Astronomers keep being brief when they study "normal" matter, the material that makes up galaxies, stars, and planets.

To search for this missing case, a NASA-sponsored CubeSat mission called HaloSat was deployed from the ISS on July 13th.

Up to now, what we have seen of our galaxy represents only half of the mbad astronomers who think there should be some. HaloS … https://t.co/cpWvMRDHe7

– NASA Goddard (@NASAGoddard) 1531920789000

The Cosmic Microwave Background (CMB) is the oldest light in the universe, the radiation of when he was 400,000 years old.

Calculations based on CMB observations indicate that the universe contains 5% protons of normal matter, neutrons and other subatomic particles, 25% dark matter – a substance that remains unknown – and 70% of the material. dark energy, negative pressure accelerating the expansion of the universe.

As the universe expanded and cooled, normal matter melted into gases, dust, planets, stars, and galaxies. However, when astronomers count the estimated mbades of these objects, they only represent about half of what cosmologists say should be present.

"We should have everything we had today when the universe was 400,000 years old," said Philip Kaaret, principal investigator at the University of Iowa (UI ) in the United States, who directs the mission.

Researchers believe that the missing material may be in hot gas located either in the space between galaxies or in galactic halos, extended components surrounding individual galaxies.

HaloSat will study gas in the halo of the Milky Way which is around 2 million degrees Celsius.

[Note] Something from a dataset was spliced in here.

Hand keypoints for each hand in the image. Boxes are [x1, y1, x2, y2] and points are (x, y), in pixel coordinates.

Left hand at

At such high temperatures, oxygen throws most of its eight electrons and produces the X-rays that HaloSat will measure.

Other X-ray telescopes, such as NASTRON's Neutron star Interior Composition Explorer and the Chandra X-ray observatory, study individual sources by observing small spots of the sky.

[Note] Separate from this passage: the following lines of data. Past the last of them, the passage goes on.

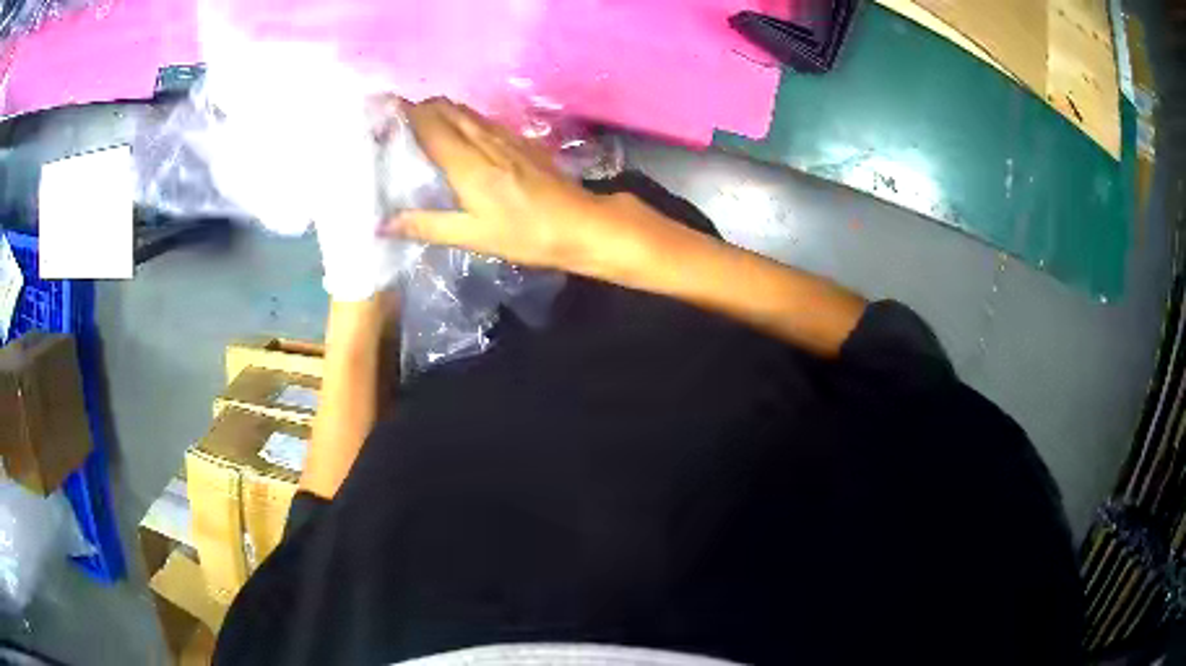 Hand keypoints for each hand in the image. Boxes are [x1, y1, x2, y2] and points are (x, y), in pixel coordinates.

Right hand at [383, 98, 613, 271]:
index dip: (406, 113)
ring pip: (466, 111)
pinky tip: (460, 130)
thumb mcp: (473, 236)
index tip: (384, 110)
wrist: (580, 224)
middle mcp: (484, 141)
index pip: (429, 125)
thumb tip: (383, 224)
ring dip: (442, 110)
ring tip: (421, 120)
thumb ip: (427, 225)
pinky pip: (484, 120)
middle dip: (421, 107)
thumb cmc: (525, 235)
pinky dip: (463, 118)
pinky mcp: (522, 141)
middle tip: (398, 118)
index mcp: (467, 164)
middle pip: (447, 109)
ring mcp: (506, 137) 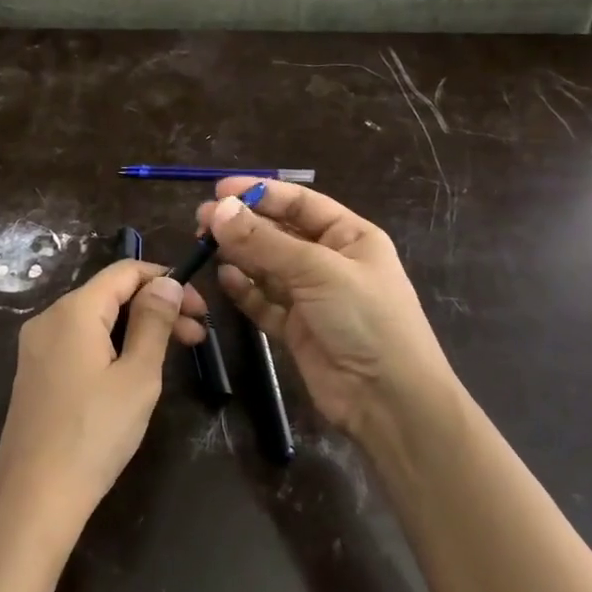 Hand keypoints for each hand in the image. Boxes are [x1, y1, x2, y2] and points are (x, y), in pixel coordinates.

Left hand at [0, 260, 206, 547]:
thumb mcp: (137, 376)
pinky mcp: (35, 373)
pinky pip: (79, 343)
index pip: (125, 271)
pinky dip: (111, 346)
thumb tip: (167, 283)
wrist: (34, 499)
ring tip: (174, 357)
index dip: (166, 280)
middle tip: (200, 338)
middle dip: (156, 308)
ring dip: (137, 329)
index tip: (201, 308)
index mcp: (73, 310)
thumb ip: (154, 322)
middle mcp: (49, 318)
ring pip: (96, 321)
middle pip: (110, 295)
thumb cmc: (94, 434)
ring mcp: (37, 347)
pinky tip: (133, 372)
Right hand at [197, 180, 456, 442]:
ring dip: (239, 255)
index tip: (219, 190)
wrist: (390, 401)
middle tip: (202, 220)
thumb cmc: (365, 319)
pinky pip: (264, 301)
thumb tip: (219, 209)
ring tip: (204, 245)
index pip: (299, 202)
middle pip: (278, 233)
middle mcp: (330, 262)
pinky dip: (244, 290)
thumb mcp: (317, 270)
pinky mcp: (296, 329)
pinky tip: (224, 279)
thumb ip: (264, 241)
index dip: (260, 193)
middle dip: (243, 225)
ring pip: (267, 267)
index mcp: (349, 236)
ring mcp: (312, 297)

HaloSat will look at the entire sky, 100 square degrees at a time, which will help determine whether the diffused galactic halo has the shape of a fried egg or a sphere.

"If you think of the galactic halo in the fried egg model, it will have a different luminosity distribution when you look at it from the Earth rather than when you look at wider angles," said Keith Jahoda , astrophysicist. at NASA's Goddard Space Flight Center in the United States.

"If it's in a quasi-spherical shape, compared to the dimensions of the galaxy, then we expect it to be closer to the same brightness in all directions" said Jahoda.

The shape of the halo will determine its mbad, which will help scientists to understand if the missing matter of the universe is in galactic halos or elsewhere. HaloSat will collect most of its data for 45 minutes on the night half of its 90-minute orbit around the Earth.

On the day side, the satellite recharges using its solar panels and transmits the data to NASA's Wallops flight facility in Virginia, which relays the data to the Mission Operations Control Center. at Blue Canyon Technologies in Colorado.

HaloSat measures approximately 10x20x30 centimeters and weighs approximately 12 kilograms.